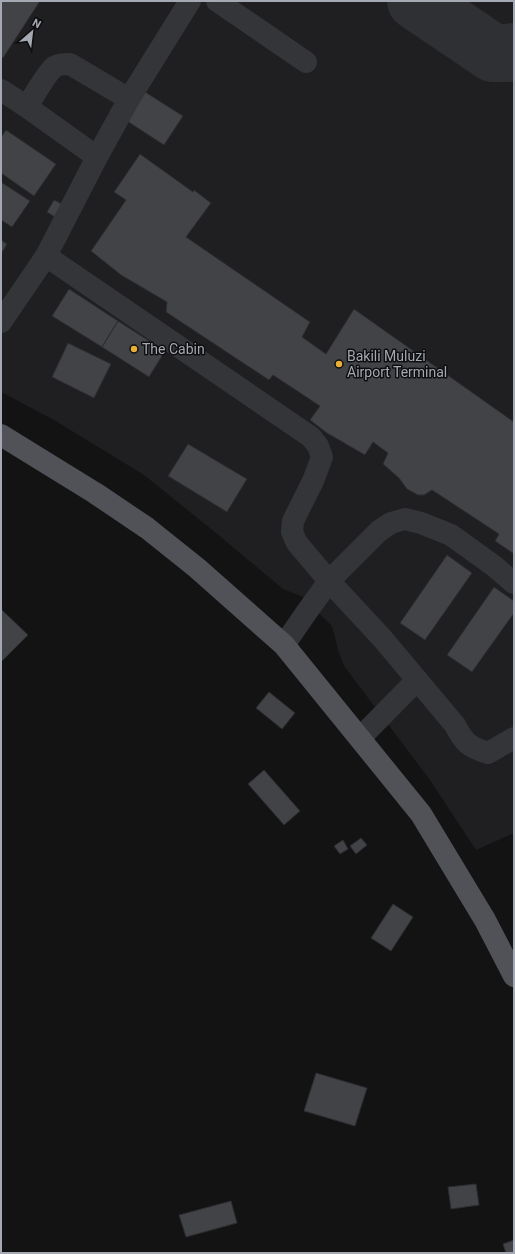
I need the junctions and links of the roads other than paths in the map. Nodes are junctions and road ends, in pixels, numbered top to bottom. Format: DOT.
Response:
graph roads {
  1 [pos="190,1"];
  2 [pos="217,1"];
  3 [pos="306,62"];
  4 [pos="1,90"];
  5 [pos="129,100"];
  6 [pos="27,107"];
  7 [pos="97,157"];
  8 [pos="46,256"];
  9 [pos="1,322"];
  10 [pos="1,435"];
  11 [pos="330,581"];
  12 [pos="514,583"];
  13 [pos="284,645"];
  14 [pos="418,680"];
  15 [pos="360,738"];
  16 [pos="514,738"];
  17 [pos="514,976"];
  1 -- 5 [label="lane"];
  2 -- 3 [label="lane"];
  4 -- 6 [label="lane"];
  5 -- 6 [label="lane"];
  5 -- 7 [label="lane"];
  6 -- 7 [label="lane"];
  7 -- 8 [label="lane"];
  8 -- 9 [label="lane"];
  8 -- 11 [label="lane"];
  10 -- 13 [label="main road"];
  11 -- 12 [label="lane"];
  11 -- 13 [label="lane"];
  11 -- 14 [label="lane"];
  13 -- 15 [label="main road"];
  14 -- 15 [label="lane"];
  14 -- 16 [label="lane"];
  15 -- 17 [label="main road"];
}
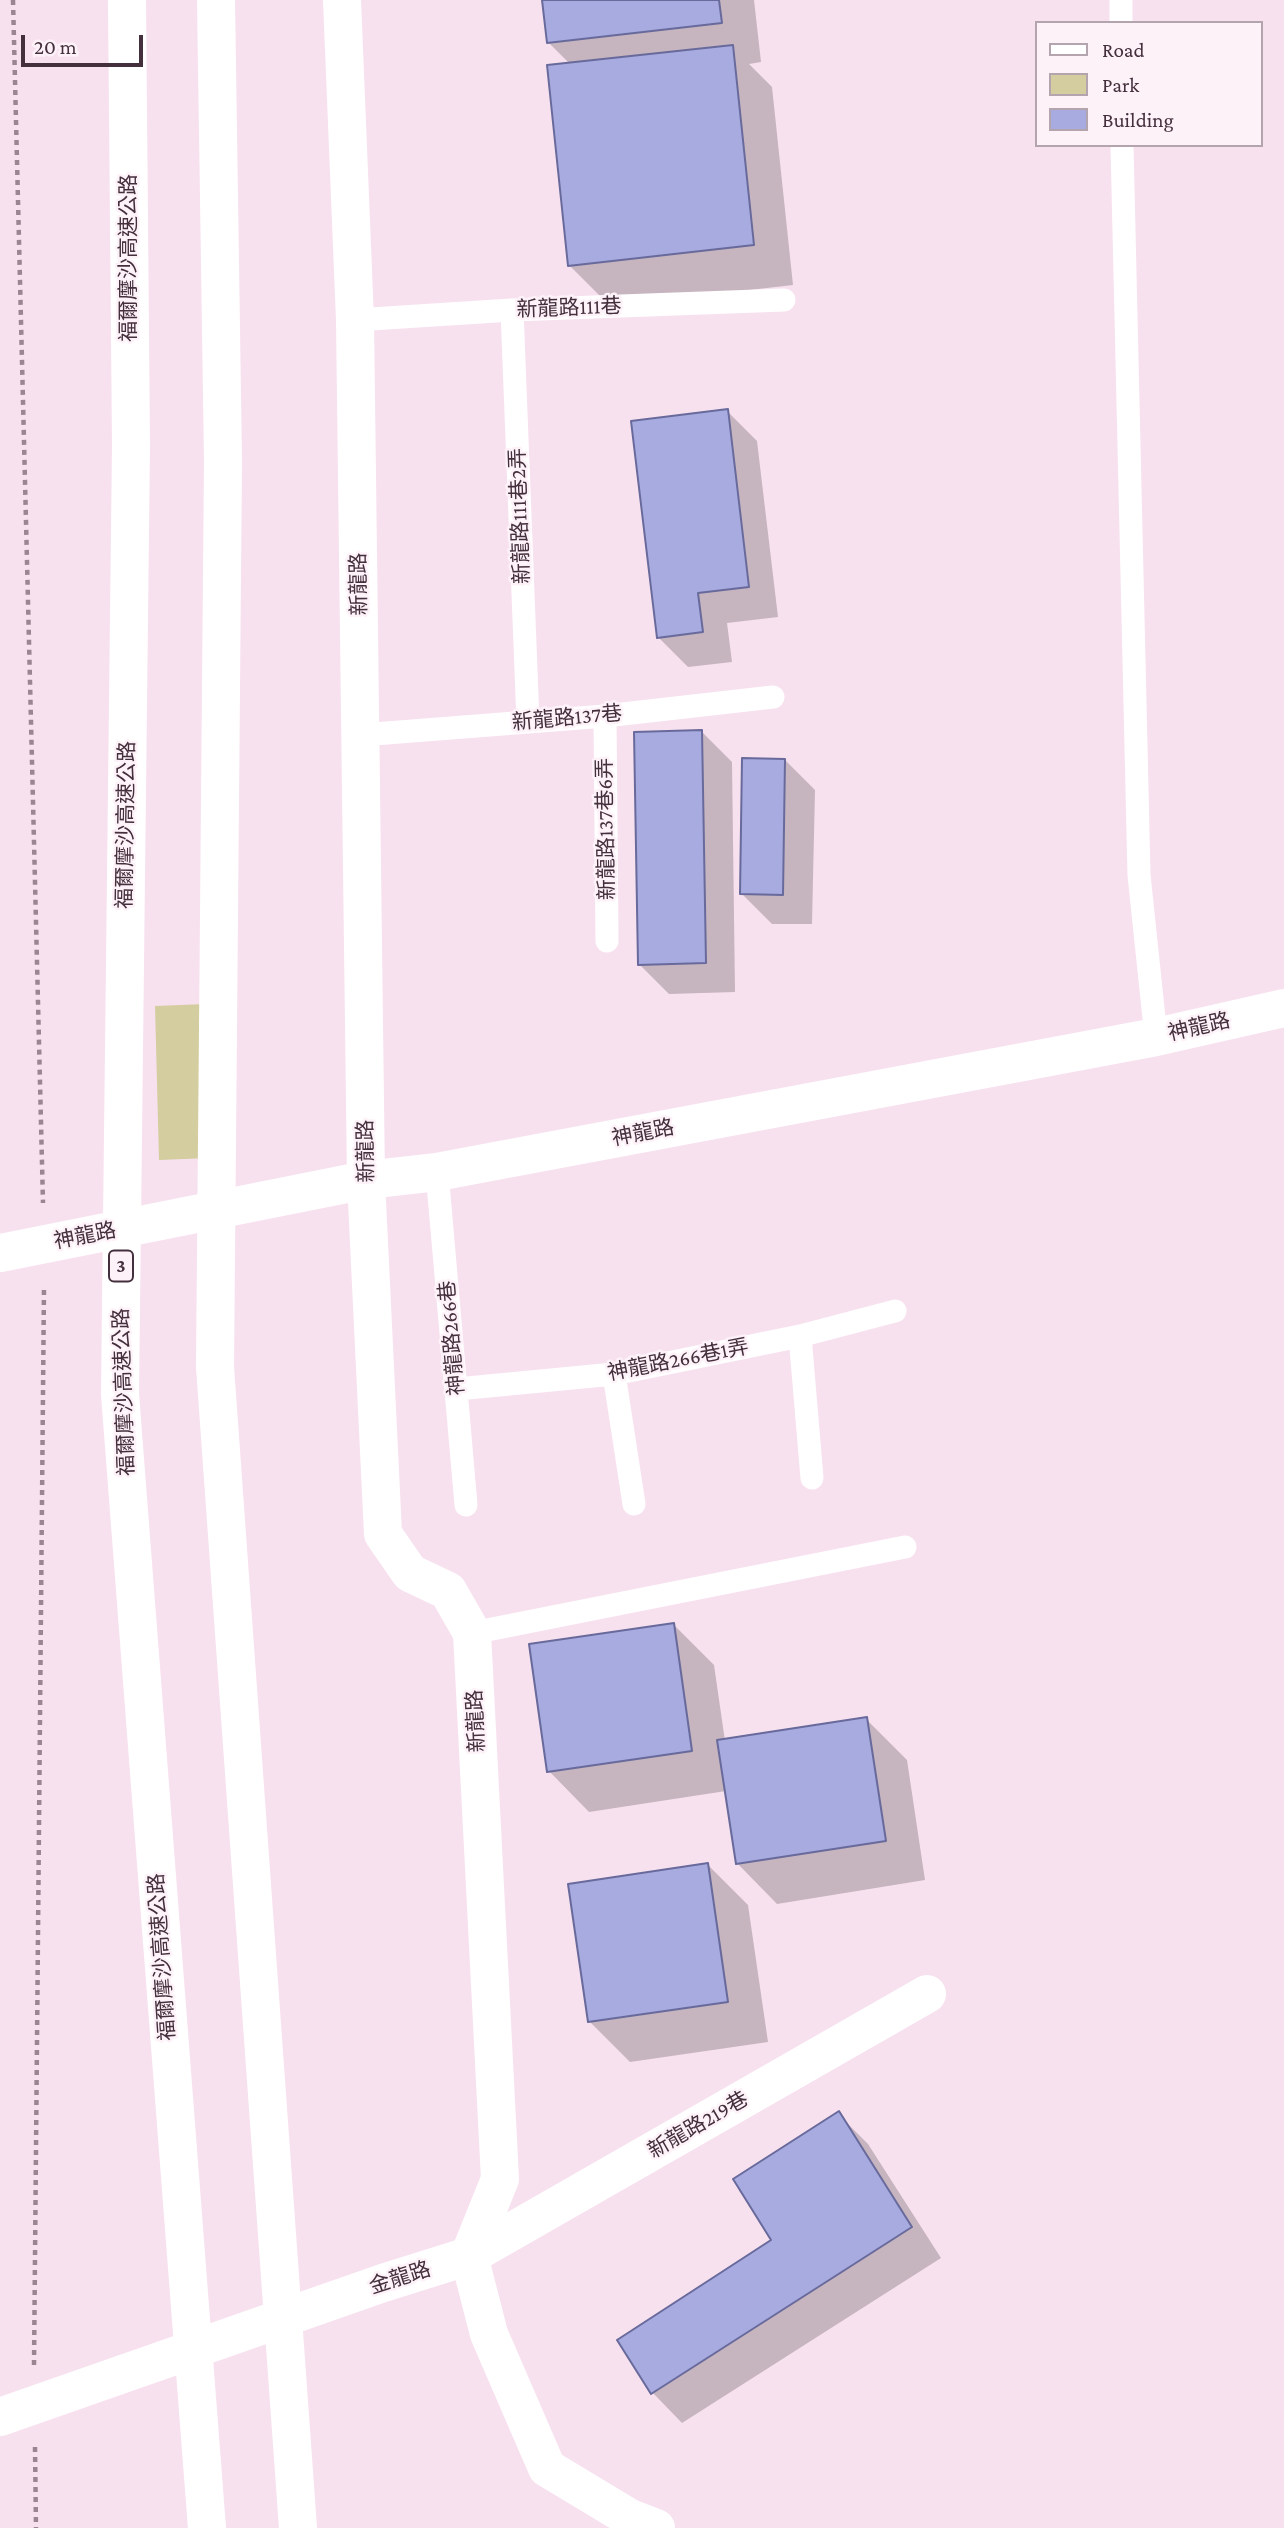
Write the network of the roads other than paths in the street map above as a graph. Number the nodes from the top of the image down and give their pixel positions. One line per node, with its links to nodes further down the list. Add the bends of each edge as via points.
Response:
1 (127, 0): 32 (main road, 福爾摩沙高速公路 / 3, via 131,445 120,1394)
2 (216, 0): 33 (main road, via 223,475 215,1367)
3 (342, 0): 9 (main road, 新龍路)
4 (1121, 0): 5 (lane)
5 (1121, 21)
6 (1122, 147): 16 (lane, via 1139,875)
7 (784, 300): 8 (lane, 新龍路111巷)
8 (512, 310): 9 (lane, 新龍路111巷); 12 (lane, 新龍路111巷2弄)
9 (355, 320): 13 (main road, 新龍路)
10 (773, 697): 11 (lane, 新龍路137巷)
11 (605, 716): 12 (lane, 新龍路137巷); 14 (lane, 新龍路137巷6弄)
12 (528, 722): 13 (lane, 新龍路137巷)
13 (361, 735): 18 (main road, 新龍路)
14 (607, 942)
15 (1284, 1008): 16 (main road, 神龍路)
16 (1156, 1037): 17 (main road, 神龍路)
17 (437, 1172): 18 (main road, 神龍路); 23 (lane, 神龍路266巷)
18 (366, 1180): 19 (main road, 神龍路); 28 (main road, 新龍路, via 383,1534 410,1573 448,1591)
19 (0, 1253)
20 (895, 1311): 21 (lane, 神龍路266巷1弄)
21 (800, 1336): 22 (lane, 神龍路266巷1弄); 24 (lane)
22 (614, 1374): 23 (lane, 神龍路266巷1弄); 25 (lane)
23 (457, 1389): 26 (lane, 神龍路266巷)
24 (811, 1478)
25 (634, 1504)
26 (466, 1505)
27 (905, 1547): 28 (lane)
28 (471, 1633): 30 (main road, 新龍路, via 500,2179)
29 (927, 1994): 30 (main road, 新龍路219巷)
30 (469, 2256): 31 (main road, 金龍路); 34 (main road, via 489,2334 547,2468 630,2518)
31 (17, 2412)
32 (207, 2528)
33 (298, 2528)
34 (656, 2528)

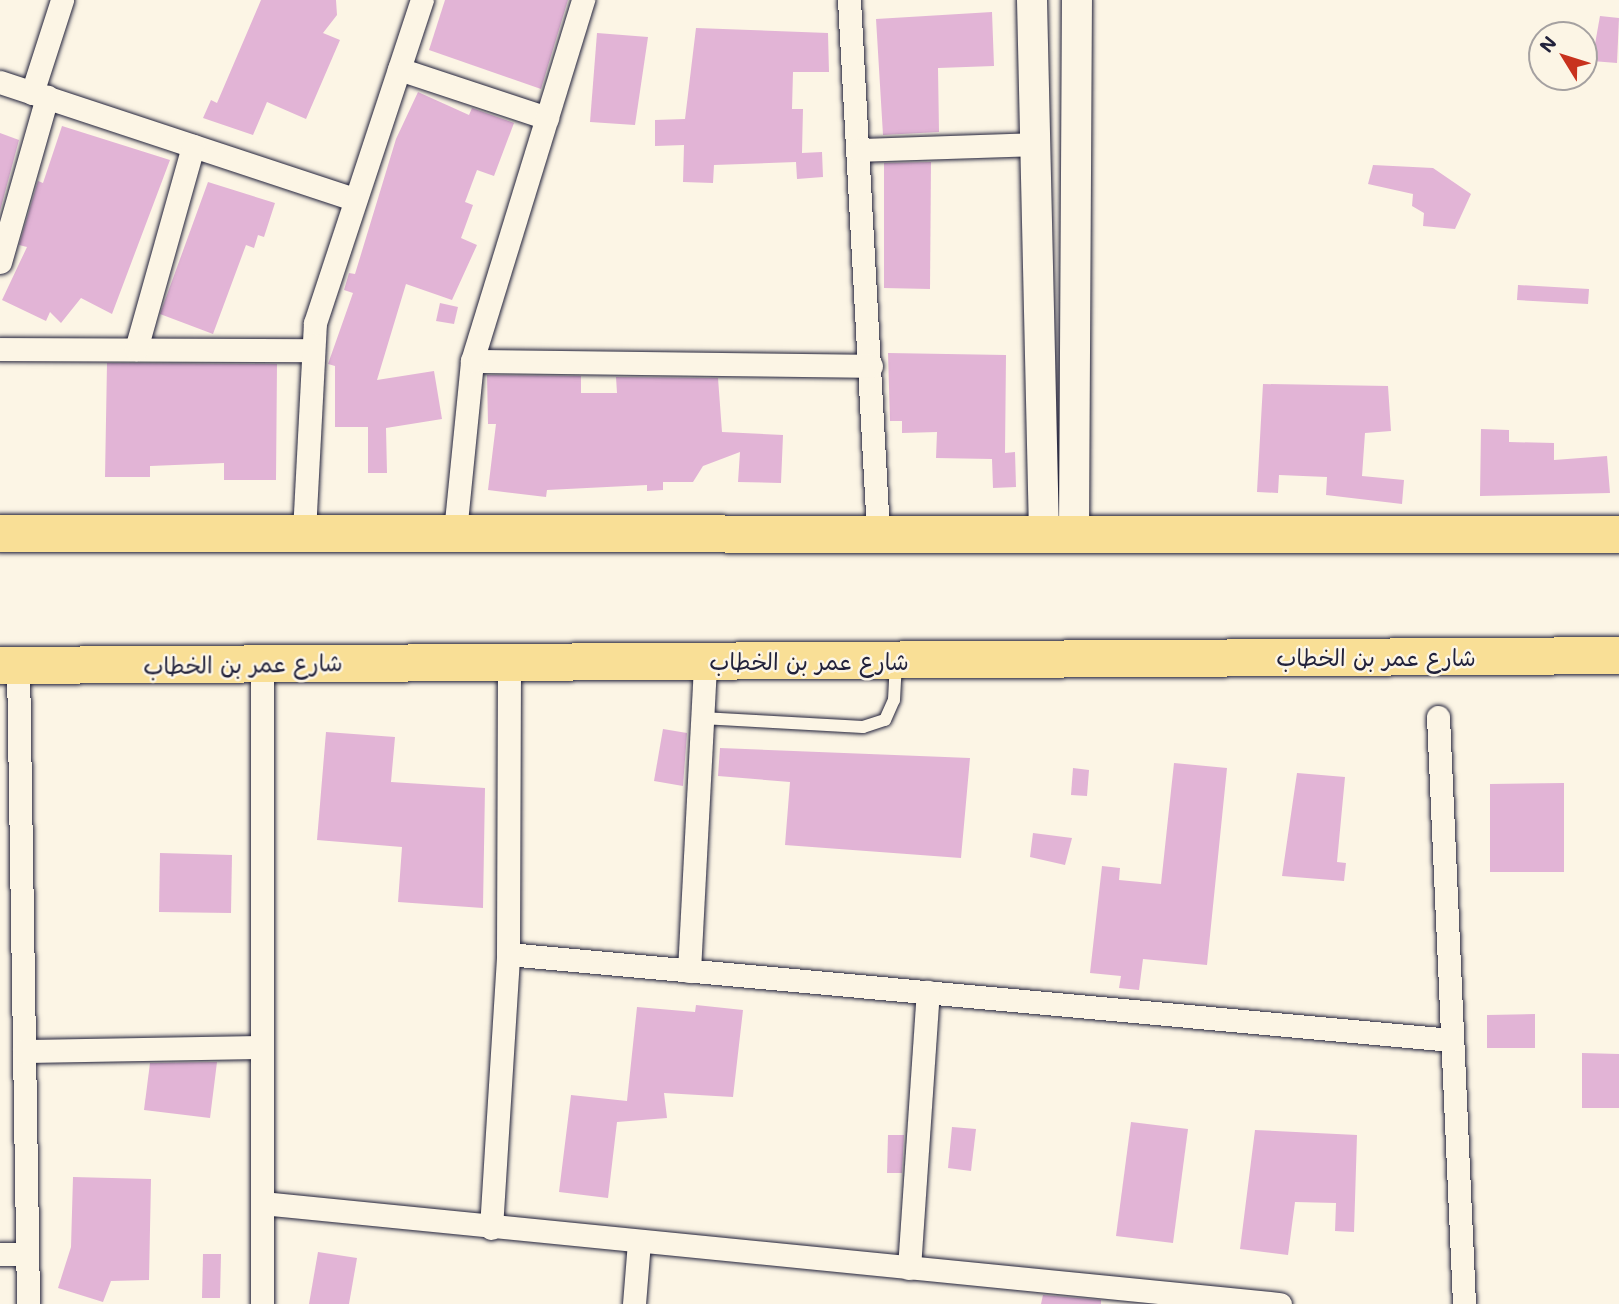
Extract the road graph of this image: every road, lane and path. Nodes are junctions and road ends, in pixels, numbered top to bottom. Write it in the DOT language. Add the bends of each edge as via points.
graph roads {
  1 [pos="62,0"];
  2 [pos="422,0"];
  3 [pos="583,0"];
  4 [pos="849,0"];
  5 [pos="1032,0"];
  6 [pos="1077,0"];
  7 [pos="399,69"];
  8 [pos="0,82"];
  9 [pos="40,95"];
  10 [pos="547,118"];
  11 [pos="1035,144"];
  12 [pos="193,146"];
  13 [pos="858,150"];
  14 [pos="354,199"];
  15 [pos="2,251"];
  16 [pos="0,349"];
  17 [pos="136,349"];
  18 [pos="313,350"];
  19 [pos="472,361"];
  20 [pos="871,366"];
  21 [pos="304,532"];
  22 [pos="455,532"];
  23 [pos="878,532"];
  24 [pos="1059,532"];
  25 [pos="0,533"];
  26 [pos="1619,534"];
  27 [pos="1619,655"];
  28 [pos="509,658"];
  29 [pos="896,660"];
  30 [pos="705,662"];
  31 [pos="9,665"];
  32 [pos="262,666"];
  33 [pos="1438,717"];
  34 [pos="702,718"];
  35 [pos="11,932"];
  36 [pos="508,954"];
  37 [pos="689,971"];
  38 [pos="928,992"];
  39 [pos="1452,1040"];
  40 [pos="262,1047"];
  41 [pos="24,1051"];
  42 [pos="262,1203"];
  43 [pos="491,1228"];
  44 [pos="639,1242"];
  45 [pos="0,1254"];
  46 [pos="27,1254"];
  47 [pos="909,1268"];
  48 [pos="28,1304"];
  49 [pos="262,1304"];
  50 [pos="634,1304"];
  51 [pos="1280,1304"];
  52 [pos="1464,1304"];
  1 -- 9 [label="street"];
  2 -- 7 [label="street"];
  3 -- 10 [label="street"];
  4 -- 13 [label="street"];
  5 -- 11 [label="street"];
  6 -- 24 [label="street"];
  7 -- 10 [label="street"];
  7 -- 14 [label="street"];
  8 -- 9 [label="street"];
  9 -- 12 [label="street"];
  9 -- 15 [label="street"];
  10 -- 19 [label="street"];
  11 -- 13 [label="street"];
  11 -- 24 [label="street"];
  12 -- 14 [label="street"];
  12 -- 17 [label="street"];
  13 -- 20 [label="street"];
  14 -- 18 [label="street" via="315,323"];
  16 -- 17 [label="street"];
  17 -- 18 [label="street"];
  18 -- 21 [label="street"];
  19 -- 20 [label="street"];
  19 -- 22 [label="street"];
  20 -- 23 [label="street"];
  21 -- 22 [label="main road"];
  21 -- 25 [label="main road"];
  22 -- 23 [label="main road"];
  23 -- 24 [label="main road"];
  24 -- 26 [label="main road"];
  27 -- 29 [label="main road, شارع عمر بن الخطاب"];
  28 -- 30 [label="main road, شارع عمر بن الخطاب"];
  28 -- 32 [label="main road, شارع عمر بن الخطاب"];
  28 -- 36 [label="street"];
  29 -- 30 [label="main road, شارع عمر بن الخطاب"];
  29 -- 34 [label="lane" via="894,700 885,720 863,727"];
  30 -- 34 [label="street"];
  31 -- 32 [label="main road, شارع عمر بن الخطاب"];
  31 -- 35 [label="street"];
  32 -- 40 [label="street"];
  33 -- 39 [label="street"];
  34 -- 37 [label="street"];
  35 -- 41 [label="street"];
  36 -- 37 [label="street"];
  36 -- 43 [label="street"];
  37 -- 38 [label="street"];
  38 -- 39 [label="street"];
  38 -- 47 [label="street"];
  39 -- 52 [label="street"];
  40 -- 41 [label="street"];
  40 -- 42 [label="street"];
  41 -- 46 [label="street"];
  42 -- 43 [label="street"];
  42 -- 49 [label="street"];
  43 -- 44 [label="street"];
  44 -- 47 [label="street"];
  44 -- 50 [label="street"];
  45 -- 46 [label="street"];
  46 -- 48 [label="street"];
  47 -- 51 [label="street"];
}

------------------------------------------------------------------------

● **Work request**
Exactly repeat the material from its first line through the line with "Write the network", including both, and leave the pictures and everything else out.

● **Task answer**
I need the junctions and links of the roads other than paths in the map. Nodes are junctions and road ends, in pixels, numbered top to bottom. Format: DOT.
Response:
graph roads {
  1 [pos="190,1"];
  2 [pos="217,1"];
  3 [pos="306,62"];
  4 [pos="1,90"];
  5 [pos="129,100"];
  6 [pos="27,107"];
  7 [pos="97,157"];
  8 [pos="46,256"];
  9 [pos="1,322"];
  10 [pos="1,435"];
  11 [pos="330,581"];
  12 [pos="514,583"];
  13 [pos="284,645"];
  14 [pos="418,680"];
  15 [pos="360,738"];
  16 [pos="514,738"];
  17 [pos="514,976"];
  1 -- 5 [label="lane"];
  2 -- 3 [label="lane"];
  4 -- 6 [label="lane"];
  5 -- 6 [label="lane"];
  5 -- 7 [label="lane"];
  6 -- 7 [label="lane"];
  7 -- 8 [label="lane"];
  8 -- 9 [label="lane"];
  8 -- 11 [label="lane"];
  10 -- 13 [label="main road"];
  11 -- 12 [label="lane"];
  11 -- 13 [label="lane"];
  11 -- 14 [label="lane"];
  13 -- 15 [label="main road"];
  14 -- 15 [label="lane"];
  14 -- 16 [label="lane"];
  15 -- 17 [label="main road"];
}
Write the network of the roads other than paths in the street map above as a graph. Number the nodes from the top of the image down and give their pixel positions. One line per node, with its links to nodes further down the list. Add the bends of each edge as via points.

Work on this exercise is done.